Henry Wardlaw of Torrie was a Scottish landowner and courtier.

== Career ==
He was a son of John Wardlaw of Torrie (died June 1557) and Elizabeth Beaton (died 1558), a daughter of John Beaton of Balfour and Mary Boswell. Torrie is in Torryburn parish in Fife.

Elizabeth Beaton, Lady Torrie was a sister of Cardinal David Beaton. In later life John Wardlaw became incapable of managing his affairs. During a court case brought by his younger brother William, witnesses described various details of John Wardlaw's skills and activities as a wealthy laird in Fife.

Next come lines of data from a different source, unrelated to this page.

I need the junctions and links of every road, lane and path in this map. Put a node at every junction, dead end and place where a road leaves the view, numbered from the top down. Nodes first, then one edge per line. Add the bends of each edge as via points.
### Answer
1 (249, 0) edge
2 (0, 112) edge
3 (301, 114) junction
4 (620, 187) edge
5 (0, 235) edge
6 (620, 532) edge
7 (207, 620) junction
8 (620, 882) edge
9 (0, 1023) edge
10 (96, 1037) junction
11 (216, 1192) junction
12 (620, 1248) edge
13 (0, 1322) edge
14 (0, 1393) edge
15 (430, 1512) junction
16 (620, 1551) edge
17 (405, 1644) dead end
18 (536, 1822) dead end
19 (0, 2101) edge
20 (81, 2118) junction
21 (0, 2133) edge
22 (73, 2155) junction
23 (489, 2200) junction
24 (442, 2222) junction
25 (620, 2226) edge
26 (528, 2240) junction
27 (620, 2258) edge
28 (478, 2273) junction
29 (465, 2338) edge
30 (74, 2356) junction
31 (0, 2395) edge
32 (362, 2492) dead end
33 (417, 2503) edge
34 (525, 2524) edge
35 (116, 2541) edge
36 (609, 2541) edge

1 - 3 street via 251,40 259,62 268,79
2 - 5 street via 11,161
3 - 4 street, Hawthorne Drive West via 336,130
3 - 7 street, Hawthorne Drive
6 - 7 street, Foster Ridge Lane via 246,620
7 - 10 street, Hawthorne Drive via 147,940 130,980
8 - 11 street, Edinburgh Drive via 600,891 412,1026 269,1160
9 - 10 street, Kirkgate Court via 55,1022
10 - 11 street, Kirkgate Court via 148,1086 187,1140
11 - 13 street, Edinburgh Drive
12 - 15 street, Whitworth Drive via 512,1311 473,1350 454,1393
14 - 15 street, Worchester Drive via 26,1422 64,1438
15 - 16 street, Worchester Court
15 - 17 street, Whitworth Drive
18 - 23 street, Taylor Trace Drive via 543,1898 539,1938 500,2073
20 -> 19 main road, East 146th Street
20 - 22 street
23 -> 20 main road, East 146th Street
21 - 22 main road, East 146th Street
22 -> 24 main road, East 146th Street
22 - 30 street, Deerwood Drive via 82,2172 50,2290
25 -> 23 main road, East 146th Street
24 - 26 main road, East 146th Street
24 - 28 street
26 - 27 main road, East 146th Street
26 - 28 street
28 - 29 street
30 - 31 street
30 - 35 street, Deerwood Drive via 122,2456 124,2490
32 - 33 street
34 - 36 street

Henry Wardlaw's daughter Nicolas was a companion of Mary, Queen of Scots, sometimes known as "Madame Torrie". When she married Patrick Wood of Bonnyton in September 1566, the queen's half-brother, James Stewart, 1st Earl of Moray, wrote to the treasurer Robert Richardson to ensure she had a purple velvet gown with gold passments or trimmings as a royal gift for her wedding day.

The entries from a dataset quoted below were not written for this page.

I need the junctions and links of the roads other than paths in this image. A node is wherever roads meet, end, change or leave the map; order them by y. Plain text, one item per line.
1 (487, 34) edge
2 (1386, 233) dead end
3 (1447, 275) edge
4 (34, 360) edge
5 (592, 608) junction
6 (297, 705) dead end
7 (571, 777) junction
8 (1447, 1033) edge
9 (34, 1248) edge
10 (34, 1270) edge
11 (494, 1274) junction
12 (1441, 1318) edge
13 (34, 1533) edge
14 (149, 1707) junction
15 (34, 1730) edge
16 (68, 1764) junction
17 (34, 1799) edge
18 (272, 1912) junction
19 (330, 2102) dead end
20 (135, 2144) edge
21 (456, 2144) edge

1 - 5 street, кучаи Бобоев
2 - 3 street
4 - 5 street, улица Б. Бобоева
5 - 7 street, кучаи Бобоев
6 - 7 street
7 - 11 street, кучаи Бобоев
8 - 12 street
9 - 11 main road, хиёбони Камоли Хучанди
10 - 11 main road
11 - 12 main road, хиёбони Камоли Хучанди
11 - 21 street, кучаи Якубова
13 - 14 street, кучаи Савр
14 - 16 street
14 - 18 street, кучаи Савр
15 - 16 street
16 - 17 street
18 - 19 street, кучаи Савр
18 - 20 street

Henry Wardlaw fought for Mary at the battle of Langside in 1568. He was involved in the death of James Ballany at the battle. Regent Moray declared his property forfeited and gave it to James Cunningham of Drumwuhassill. He was found guilty of treason in August 1571, along with a Fife neighbour Henry Echlin of Pittadro. The penalty was suspended.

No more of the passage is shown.